In the entries below, find every line with the string "graph" and copy it.

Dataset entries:

--------------------

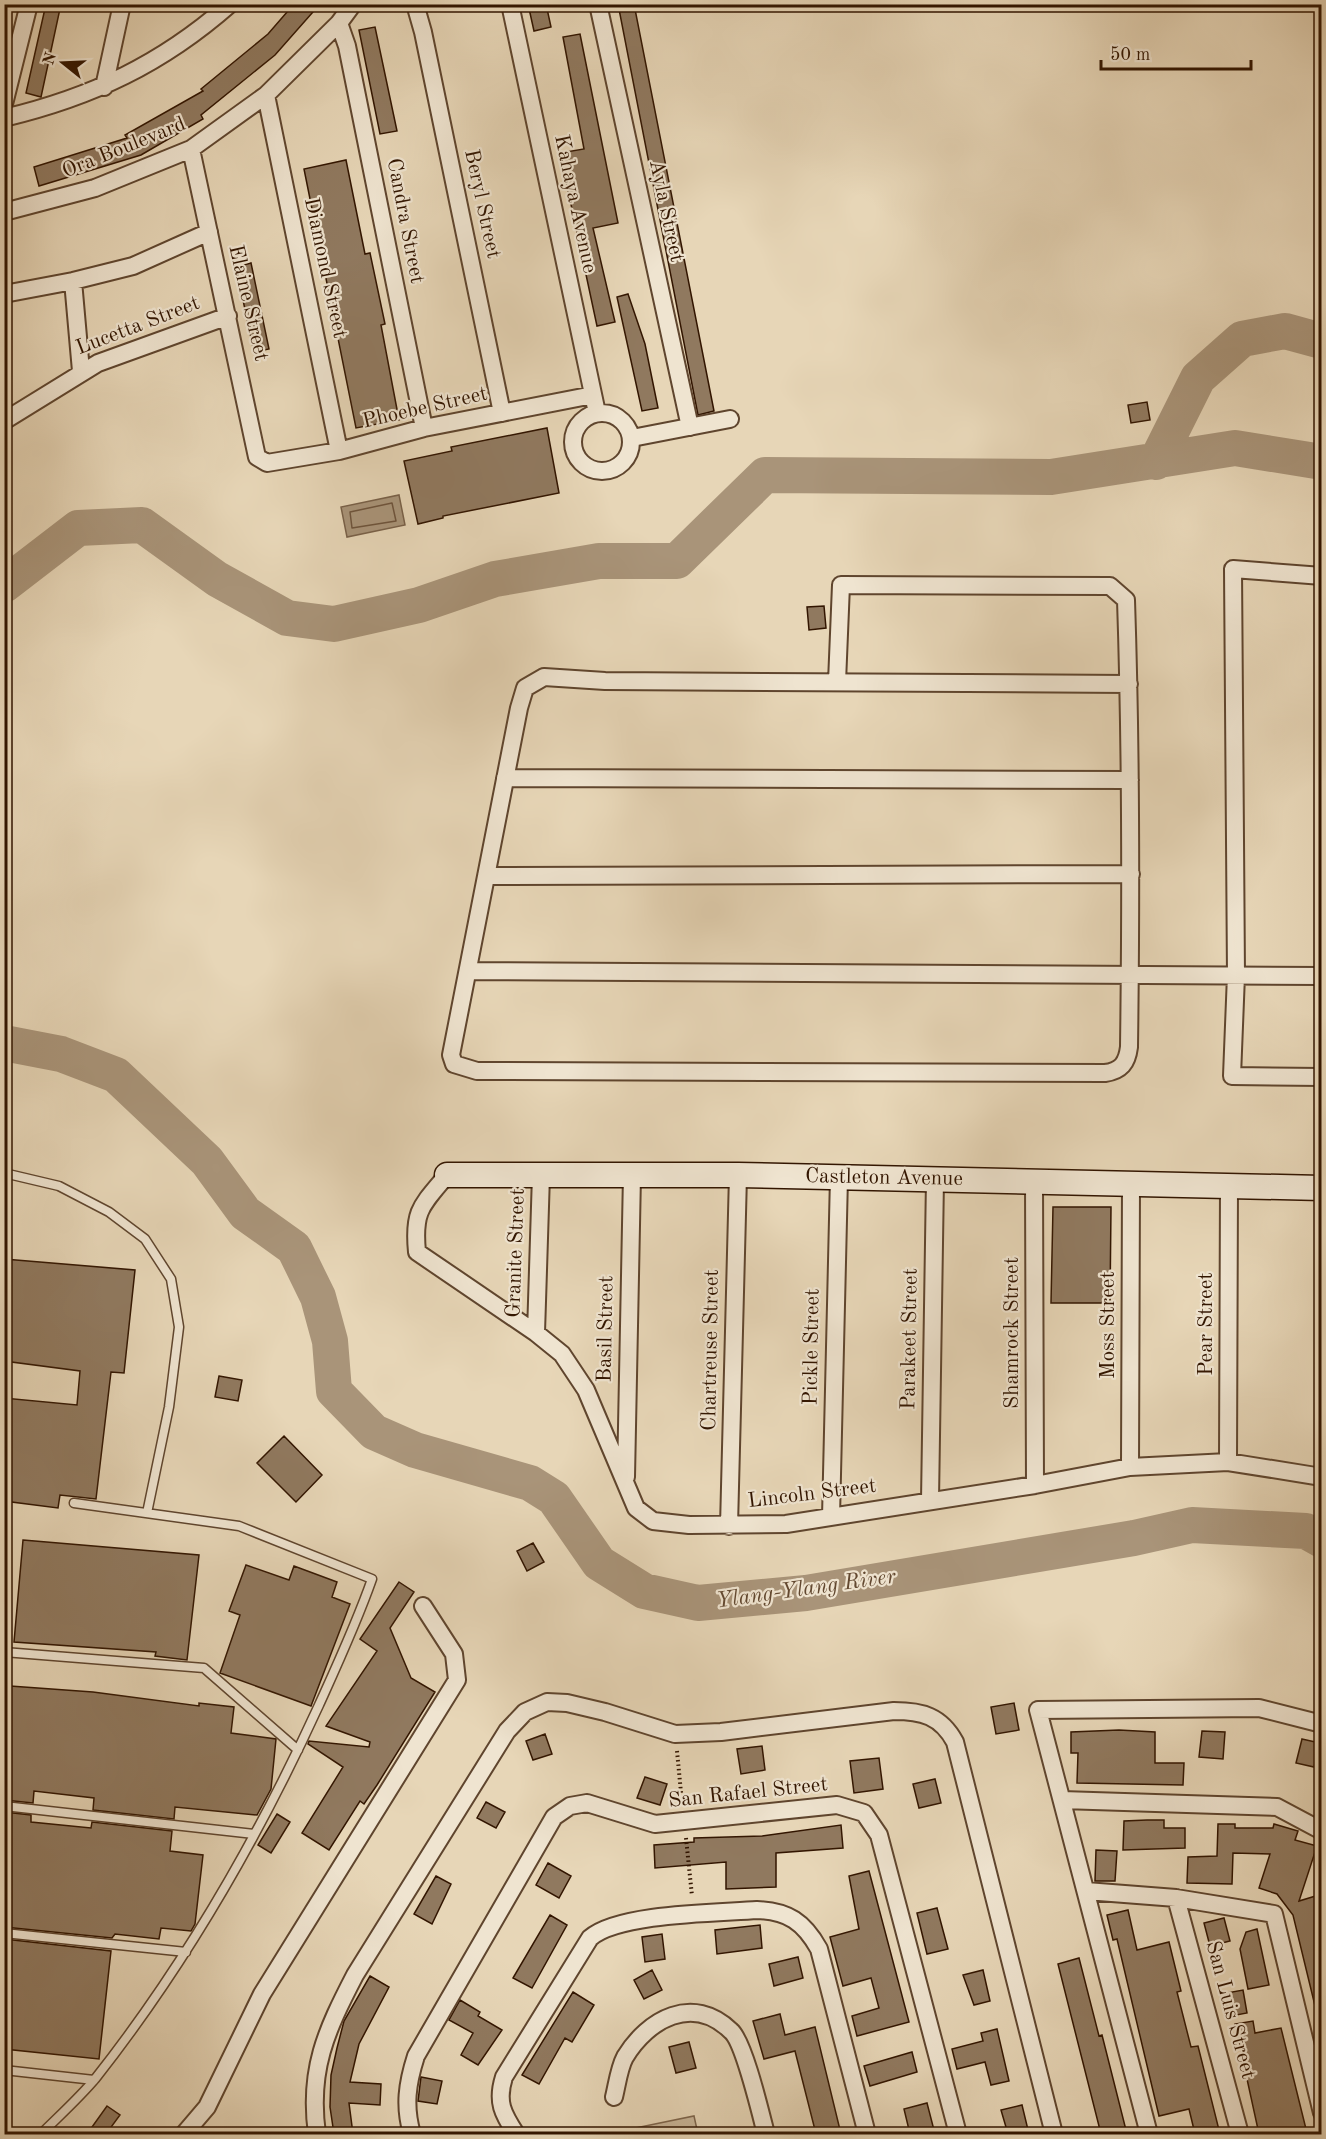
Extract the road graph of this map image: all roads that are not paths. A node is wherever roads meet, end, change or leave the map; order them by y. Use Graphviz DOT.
graph roads {
  1 [pos="28,4"];
  2 [pos="122,4"];
  3 [pos="212,4"];
  4 [pos="230,4"];
  5 [pos="353,4"];
  6 [pos="415,4"];
  7 [pos="510,4"];
  8 [pos="598,4"];
  9 [pos="209,23"];
  10 [pos="339,23"];
  11 [pos="104,87"];
  12 [pos="266,95"];
  13 [pos="4,105"];
  14 [pos="4,118"];
  15 [pos="191,149"];
  16 [pos="4,212"];
  17 [pos="208,232"];
  18 [pos="73,281"];
  19 [pos="4,294"];
  20 [pos="228,316"];
  21 [pos="81,371"];
  22 [pos="593,395"];
  23 [pos="502,413"];
  24 [pos="597,413"];
  25 [pos="730,419"];
  26 [pos="4,421"];
  27 [pos="690,427"];
  28 [pos="424,428"];
  29 [pos="632,438"];
  30 [pos="339,451"];
  31 [pos="267,463"];
  32 [pos="1322,576"];
  33 [pos="837,682"];
  34 [pos="1129,684"];
  35 [pos="505,778"];
  36 [pos="1130,780"];
  37 [pos="1131,874"];
  38 [pos="486,876"];
  39 [pos="468,971"];
  40 [pos="1130,975"];
  41 [pos="1236,975"];
  42 [pos="1322,976"];
  43 [pos="1322,1077"];
  44 [pos="4,1173"];
  45 [pos="447,1175"];
  46 [pos="541,1175"];
  47 [pos="632,1175"];
  48 [pos="738,1175"];
  49 [pos="839,1178"];
  50 [pos="935,1179"];
  51 [pos="1034,1181"];
  52 [pos="1131,1184"];
  53 [pos="1229,1185"];
  54 [pos="1322,1188"];
  55 [pos="536,1333"];
  56 [pos="1228,1462"];
  57 [pos="1130,1467"];
  58 [pos="1322,1477"];
  59 [pos="626,1484"];
  60 [pos="1035,1485"];
  61 [pos="930,1500"];
  62 [pos="74,1503"];
  63 [pos="147,1513"];
  64 [pos="831,1517"];
  65 [pos="729,1526"];
  66 [pos="423,1606"];
  67 [pos="4,1652"];
  68 [pos="1322,1724"];
  69 [pos="298,1750"];
  70 [pos="1062,1800"];
  71 [pos="4,1806"];
  72 [pos="1322,1831"];
  73 [pos="254,1834"];
  74 [pos="1086,1892"];
  75 [pos="1176,1898"];
  76 [pos="4,1933"];
  77 [pos="186,1952"];
  78 [pos="4,2070"];
  79 [pos="1316,2075"];
  80 [pos="94,2080"];
  81 [pos="614,2097"];
  82 [pos="1322,2113"];
  83 [pos="42,2134"];
  84 [pos="184,2134"];
  85 [pos="317,2134"];
  86 [pos="412,2134"];
  87 [pos="516,2134"];
  88 [pos="766,2134"];
  89 [pos="867,2134"];
  90 [pos="958,2134"];
  91 [pos="1054,2134"];
  92 [pos="1149,2134"];
  93 [pos="1240,2134"];
  1 -- 13 [label="street"];
  2 -- 11 [label="street"];
  3 -- 9 [label="street"];
  4 -- 9 [label="street"];
  5 -- 10 [label="street, Ora Boulevard"];
  6 -- 23 [label="street, Beryl Street"];
  7 -- 22 [label="street, Kahaya Avenue"];
  8 -- 27 [label="street, Ayla Street"];
  9 -- 11 [label="street"];
  10 -- 12 [label="street, Ora Boulevard"];
  10 -- 28 [label="street, Candra Street"];
  11 -- 14 [label="street"];
  12 -- 15 [label="street, Ora Boulevard"];
  12 -- 30 [label="street, Diamond Street"];
  15 -- 16 [label="street, Ora Boulevard"];
  15 -- 17 [label="street, Elaine Street"];
  17 -- 18 [label="street"];
  17 -- 20 [label="street, Elaine Street"];
  18 -- 19 [label="street"];
  18 -- 21 [label="street"];
  20 -- 21 [label="street, Lucetta Street"];
  20 -- 31 [label="street, Elaine Street"];
  21 -- 26 [label="street, Lucetta Street"];
  22 -- 23 [label="street, Phoebe Street"];
  22 -- 24 [label="street, Kahaya Avenue"];
  23 -- 28 [label="street, Phoebe Street"];
  24 -- 29 [label="street"];
  24 -- 29 [label="street"];
  25 -- 27 [label="street"];
  27 -- 29 [label="street"];
  28 -- 30 [label="street, Phoebe Street"];
  30 -- 31 [label="street, Phoebe Street"];
  32 -- 41 [label="street"];
  33 -- 34 [label="street"];
  33 -- 34 [label="street"];
  33 -- 35 [label="street"];
  34 -- 36 [label="street"];
  35 -- 36 [label="street"];
  35 -- 38 [label="street"];
  36 -- 37 [label="street"];
  37 -- 38 [label="street"];
  37 -- 40 [label="street"];
  38 -- 39 [label="street"];
  39 -- 40 [label="street"];
  39 -- 40 [label="street"];
  40 -- 41 [label="street"];
  41 -- 42 [label="street"];
  41 -- 43 [label="street"];
  44 -- 63 [label="lane"];
  45 -- 46 [label="street, Castleton Avenue"];
  45 -- 55 [label="street, Lincoln Street"];
  46 -- 47 [label="street, Castleton Avenue"];
  46 -- 55 [label="street, Granite Street"];
  47 -- 48 [label="street, Castleton Avenue"];
  47 -- 59 [label="street, Basil Street"];
  48 -- 49 [label="street, Castleton Avenue"];
  48 -- 65 [label="street, Chartreuse Street"];
  49 -- 50 [label="street, Castleton Avenue"];
  49 -- 64 [label="street, Pickle Street"];
  50 -- 51 [label="street, Castleton Avenue"];
  50 -- 61 [label="street, Parakeet Street"];
  51 -- 52 [label="street, Castleton Avenue"];
  51 -- 60 [label="street, Shamrock Street"];
  52 -- 53 [label="street, Castleton Avenue"];
  52 -- 57 [label="street, Moss Street"];
  53 -- 54 [label="street, Castleton Avenue"];
  53 -- 56 [label="street, Pear Street"];
  55 -- 59 [label="street, Lincoln Street"];
  56 -- 57 [label="street, Lincoln Street"];
  56 -- 58 [label="street, Lincoln Street"];
  57 -- 60 [label="street, Lincoln Street"];
  59 -- 65 [label="street, Lincoln Street"];
  60 -- 61 [label="street, Lincoln Street"];
  61 -- 64 [label="street, Lincoln Street"];
  62 -- 63 [label="lane"];
  63 -- 69 [label="lane"];
  64 -- 65 [label="street, Lincoln Street"];
  66 -- 84 [label="street"];
  67 -- 69 [label="lane"];
  68 -- 70 [label="street"];
  69 -- 73 [label="lane"];
  70 -- 72 [label="street"];
  70 -- 74 [label="street"];
  71 -- 73 [label="lane"];
  73 -- 77 [label="lane"];
  74 -- 75 [label="street"];
  74 -- 92 [label="street"];
  75 -- 79 [label="street"];
  75 -- 93 [label="street, San Luis Street"];
  76 -- 77 [label="lane"];
  77 -- 80 [label="lane"];
  78 -- 80 [label="lane"];
  79 -- 82 [label="street"];
  80 -- 83 [label="lane"];
  81 -- 88 [label="street"];
  85 -- 91 [label="street"];
  86 -- 90 [label="street, San Rafael Street"];
  87 -- 89 [label="street"];
}
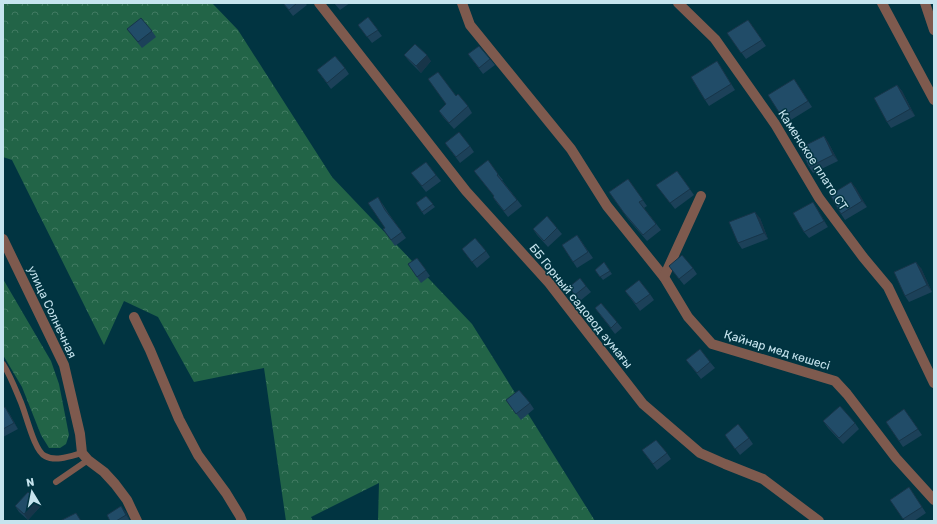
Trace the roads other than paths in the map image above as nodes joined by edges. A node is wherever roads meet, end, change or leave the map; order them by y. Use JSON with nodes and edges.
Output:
{"nodes":[{"id":1,"x":319,"y":3,"type":"edge"},
{"id":2,"x":462,"y":3,"type":"edge"},
{"id":3,"x":678,"y":3,"type":"edge"},
{"id":4,"x":882,"y":3,"type":"edge"},
{"id":5,"x":925,"y":3,"type":"edge"},
{"id":6,"x":934,"y":30,"type":"edge"},
{"id":7,"x":933,"y":95,"type":"edge"},
{"id":8,"x":701,"y":196,"type":"dead end"},
{"id":9,"x":3,"y":239,"type":"edge"},
{"id":10,"x":664,"y":277,"type":"junction"},
{"id":11,"x":134,"y":318,"type":"dead end"},
{"id":12,"x":3,"y":364,"type":"edge"},
{"id":13,"x":934,"y":383,"type":"edge"},
{"id":14,"x":85,"y":456,"type":"junction"},
{"id":15,"x":56,"y":482,"type":"dead end"},
{"id":16,"x":934,"y":500,"type":"edge"},
{"id":17,"x":137,"y":521,"type":"edge"},
{"id":18,"x":242,"y":521,"type":"edge"},
{"id":19,"x":820,"y":521,"type":"edge"}],
"edges":[{"from":1,"to":19,"type":"street","name":"ББ Горный садовод аумағы"},
{"from":2,"to":10,"type":"street","name":"Қайнар мед көшесі"},
{"from":3,"to":13,"type":"street","name":"Каменское плато СТ"},
{"from":4,"to":7,"type":"street"},
{"from":5,"to":6,"type":"street"},
{"from":8,"to":10,"type":"street"},
{"from":9,"to":14,"type":"street","name":"улица Солнечная"},
{"from":10,"to":16,"type":"street","name":"Қайнар мед көшесі"},
{"from":11,"to":18,"type":"street"},
{"from":12,"to":14,"type":"lane"},
{"from":14,"to":15,"type":"lane"},
{"from":14,"to":17,"type":"street"}]}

--------------------

§ **COMPLETED TASK**
Extract the road graph of this map image: all roads that are not paths. A node is wherever roads meet, end, change or leave the map; order them by y. Use Graphviz DOT.
graph roads {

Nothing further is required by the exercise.